# Work to complete:
Work out how many lines of the material contain the string "Drive". Respond with the number only.

# Data for this task:
====

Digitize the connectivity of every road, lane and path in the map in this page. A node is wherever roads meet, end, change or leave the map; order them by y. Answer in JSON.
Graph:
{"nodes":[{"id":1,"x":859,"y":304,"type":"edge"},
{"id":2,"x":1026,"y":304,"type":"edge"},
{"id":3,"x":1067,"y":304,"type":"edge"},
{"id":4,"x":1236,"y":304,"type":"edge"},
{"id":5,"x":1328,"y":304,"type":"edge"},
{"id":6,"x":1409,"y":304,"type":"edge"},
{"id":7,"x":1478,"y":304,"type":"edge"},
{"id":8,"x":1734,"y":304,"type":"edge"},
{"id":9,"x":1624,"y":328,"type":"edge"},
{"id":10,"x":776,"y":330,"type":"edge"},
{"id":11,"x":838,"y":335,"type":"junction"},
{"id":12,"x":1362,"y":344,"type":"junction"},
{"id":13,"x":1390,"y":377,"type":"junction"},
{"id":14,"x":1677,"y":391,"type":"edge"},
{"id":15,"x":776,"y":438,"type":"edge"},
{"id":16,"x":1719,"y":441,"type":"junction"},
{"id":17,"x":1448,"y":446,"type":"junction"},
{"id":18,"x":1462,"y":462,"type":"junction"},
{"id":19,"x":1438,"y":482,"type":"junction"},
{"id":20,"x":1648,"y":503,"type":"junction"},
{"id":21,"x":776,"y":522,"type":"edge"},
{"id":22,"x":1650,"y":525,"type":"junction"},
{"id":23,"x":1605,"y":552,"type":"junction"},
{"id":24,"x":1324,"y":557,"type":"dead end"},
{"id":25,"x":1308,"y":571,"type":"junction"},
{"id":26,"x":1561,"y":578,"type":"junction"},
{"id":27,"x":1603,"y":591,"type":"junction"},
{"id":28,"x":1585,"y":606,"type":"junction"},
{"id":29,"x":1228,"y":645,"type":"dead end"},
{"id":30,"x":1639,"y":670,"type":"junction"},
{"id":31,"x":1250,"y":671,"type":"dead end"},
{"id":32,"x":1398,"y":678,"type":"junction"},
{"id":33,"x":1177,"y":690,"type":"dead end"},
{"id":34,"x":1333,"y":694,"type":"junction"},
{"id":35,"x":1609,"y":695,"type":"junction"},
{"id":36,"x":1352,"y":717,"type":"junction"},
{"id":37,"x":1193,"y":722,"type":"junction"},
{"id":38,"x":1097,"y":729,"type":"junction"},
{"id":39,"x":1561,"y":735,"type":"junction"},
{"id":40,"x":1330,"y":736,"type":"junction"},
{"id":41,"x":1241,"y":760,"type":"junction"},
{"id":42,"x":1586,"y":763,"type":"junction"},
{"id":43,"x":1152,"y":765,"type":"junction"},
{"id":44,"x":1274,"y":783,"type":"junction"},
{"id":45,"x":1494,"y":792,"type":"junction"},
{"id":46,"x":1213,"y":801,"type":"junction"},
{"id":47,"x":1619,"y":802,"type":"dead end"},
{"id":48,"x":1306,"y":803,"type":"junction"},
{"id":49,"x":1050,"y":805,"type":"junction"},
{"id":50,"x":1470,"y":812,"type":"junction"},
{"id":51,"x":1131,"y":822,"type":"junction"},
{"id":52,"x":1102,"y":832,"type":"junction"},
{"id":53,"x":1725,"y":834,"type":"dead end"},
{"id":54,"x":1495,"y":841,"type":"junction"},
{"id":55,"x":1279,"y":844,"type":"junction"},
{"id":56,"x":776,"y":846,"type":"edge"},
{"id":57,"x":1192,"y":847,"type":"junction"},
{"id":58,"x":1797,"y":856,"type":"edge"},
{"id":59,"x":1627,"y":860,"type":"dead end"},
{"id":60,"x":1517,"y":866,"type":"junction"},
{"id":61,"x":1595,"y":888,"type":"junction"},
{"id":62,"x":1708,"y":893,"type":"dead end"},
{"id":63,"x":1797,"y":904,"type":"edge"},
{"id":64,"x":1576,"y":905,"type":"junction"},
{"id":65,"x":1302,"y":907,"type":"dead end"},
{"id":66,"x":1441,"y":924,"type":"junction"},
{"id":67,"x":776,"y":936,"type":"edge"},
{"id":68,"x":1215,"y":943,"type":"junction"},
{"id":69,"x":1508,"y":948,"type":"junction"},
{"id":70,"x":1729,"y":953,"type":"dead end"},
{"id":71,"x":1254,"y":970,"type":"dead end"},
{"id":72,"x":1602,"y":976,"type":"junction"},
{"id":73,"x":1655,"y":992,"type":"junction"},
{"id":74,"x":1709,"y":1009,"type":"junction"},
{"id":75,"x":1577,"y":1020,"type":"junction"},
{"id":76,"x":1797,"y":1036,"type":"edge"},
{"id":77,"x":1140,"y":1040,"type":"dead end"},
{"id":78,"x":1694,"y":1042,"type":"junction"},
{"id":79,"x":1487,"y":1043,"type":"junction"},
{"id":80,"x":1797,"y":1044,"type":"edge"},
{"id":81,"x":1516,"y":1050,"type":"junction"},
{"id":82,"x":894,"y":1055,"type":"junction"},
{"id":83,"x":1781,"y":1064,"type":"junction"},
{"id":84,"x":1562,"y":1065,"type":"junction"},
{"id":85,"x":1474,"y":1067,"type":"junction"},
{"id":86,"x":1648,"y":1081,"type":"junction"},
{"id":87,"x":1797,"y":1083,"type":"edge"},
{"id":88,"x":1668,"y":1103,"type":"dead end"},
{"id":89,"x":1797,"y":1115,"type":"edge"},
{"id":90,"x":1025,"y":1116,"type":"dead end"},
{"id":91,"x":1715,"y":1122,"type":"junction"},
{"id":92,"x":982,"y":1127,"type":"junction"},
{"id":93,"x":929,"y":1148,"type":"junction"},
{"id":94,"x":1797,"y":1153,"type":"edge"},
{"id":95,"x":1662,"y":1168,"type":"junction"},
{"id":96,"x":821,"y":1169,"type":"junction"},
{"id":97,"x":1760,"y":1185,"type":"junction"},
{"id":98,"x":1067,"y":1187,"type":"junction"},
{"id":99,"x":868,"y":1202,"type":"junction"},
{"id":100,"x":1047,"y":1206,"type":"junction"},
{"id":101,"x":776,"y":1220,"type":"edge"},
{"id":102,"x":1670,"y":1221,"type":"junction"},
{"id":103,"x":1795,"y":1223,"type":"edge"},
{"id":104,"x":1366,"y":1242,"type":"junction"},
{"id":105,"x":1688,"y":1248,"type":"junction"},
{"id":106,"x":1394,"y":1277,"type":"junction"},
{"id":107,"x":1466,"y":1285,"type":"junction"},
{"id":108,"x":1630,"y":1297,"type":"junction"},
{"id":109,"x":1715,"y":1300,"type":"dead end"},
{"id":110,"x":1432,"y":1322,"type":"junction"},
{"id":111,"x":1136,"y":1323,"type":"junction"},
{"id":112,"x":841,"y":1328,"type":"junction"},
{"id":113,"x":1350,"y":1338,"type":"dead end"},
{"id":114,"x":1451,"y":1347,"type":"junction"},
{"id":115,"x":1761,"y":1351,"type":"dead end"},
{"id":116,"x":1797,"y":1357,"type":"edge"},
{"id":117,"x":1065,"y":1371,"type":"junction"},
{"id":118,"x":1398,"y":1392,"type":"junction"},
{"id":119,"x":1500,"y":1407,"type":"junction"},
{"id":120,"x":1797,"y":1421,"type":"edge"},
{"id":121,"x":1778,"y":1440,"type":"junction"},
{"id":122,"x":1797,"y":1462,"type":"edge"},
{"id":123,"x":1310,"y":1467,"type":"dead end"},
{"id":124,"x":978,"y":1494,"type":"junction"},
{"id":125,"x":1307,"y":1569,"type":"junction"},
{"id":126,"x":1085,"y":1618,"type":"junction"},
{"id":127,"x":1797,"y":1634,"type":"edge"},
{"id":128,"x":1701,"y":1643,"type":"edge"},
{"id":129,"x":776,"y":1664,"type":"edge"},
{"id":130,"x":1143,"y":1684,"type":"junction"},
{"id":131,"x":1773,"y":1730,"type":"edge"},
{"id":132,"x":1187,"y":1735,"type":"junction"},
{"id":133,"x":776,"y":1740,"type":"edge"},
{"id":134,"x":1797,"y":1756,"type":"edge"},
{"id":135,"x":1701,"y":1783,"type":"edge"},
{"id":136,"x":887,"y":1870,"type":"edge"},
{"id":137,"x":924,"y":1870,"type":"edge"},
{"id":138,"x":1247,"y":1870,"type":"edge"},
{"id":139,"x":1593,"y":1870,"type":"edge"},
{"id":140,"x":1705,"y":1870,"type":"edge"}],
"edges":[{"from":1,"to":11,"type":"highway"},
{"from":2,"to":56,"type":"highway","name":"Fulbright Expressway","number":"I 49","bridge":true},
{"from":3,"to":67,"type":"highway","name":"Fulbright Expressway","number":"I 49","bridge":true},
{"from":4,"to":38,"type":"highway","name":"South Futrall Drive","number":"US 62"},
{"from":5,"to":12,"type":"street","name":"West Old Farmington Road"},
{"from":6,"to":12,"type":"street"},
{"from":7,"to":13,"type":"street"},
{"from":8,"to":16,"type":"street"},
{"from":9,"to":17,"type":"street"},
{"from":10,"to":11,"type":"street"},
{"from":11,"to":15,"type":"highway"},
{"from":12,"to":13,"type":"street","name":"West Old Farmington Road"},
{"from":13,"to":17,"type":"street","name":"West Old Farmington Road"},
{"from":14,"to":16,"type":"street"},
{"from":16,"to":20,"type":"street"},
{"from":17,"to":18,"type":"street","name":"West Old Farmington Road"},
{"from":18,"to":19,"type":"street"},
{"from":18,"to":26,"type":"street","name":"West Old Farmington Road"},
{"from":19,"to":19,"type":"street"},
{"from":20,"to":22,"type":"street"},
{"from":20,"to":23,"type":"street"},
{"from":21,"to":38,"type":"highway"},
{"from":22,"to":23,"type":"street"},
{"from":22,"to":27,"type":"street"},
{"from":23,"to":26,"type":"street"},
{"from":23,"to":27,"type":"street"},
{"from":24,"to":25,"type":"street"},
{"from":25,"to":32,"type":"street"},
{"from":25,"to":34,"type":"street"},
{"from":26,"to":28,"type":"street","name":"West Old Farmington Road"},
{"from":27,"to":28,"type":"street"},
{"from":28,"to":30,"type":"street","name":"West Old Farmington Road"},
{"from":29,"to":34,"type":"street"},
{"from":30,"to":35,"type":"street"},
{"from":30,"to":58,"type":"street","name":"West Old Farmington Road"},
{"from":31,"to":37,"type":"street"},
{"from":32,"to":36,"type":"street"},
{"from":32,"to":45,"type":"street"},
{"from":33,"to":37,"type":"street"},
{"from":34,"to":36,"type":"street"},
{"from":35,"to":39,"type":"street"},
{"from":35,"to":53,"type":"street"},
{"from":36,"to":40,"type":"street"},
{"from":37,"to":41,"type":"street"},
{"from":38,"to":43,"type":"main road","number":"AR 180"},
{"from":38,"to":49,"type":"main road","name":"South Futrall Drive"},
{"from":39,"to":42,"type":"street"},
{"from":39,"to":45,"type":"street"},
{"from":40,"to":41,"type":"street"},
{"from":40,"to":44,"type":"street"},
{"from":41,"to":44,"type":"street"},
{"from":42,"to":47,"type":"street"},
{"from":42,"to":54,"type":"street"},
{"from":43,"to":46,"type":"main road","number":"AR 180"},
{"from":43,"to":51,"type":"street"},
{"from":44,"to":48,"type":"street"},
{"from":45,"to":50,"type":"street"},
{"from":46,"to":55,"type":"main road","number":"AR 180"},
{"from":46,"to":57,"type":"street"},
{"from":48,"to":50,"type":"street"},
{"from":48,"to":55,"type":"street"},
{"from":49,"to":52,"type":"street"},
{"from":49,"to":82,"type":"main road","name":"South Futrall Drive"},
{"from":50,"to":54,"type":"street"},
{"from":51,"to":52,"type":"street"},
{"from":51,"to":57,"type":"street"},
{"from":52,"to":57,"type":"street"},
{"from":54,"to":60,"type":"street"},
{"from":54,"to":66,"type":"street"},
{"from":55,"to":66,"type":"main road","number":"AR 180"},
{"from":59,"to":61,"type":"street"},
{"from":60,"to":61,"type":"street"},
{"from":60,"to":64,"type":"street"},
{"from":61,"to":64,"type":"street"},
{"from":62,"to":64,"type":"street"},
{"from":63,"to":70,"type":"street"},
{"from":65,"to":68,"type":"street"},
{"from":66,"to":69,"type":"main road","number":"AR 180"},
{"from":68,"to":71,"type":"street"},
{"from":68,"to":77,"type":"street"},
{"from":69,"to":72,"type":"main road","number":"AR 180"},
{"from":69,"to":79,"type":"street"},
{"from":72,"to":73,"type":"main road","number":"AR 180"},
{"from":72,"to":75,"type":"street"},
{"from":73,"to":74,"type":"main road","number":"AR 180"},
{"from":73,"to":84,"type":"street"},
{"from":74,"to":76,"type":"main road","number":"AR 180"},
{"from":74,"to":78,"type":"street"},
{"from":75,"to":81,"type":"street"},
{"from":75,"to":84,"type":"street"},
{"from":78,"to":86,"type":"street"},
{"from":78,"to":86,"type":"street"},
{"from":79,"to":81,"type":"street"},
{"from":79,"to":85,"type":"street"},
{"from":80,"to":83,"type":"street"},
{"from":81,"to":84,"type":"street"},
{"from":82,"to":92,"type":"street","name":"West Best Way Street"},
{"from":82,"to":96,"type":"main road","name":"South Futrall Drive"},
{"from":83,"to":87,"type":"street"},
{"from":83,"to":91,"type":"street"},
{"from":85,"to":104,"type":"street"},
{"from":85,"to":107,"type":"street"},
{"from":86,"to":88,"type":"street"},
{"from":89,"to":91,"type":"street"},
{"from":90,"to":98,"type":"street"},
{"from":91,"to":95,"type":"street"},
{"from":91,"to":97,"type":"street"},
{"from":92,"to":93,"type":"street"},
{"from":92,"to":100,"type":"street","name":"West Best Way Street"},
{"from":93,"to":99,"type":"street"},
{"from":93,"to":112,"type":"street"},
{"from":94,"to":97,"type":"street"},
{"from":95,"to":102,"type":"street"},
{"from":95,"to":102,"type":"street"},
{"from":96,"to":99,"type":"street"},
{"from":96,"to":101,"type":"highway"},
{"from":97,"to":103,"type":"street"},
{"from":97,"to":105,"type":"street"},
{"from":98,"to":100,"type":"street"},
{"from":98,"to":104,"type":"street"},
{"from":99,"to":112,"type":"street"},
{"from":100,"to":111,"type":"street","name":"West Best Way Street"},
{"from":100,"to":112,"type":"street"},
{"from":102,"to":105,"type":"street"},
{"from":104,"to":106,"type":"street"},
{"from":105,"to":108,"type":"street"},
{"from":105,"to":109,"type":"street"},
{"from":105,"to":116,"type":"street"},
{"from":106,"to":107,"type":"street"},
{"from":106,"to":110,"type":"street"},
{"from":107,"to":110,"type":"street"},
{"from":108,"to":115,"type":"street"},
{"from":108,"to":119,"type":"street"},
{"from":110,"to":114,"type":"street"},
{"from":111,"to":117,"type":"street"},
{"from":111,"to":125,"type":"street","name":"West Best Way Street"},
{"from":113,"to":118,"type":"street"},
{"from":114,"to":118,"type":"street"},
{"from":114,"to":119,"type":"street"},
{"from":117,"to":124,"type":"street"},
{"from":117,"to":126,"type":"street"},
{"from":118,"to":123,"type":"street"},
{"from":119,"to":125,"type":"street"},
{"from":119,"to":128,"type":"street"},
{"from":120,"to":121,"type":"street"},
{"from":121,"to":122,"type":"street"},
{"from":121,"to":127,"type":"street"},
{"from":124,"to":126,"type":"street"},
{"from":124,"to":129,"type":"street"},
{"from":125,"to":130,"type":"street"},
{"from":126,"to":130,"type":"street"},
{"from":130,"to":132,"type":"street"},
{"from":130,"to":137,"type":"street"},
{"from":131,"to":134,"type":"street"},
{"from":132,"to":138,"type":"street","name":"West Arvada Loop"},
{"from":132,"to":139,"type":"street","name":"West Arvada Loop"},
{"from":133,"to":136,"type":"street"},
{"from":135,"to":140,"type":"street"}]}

====

# Task answer:
4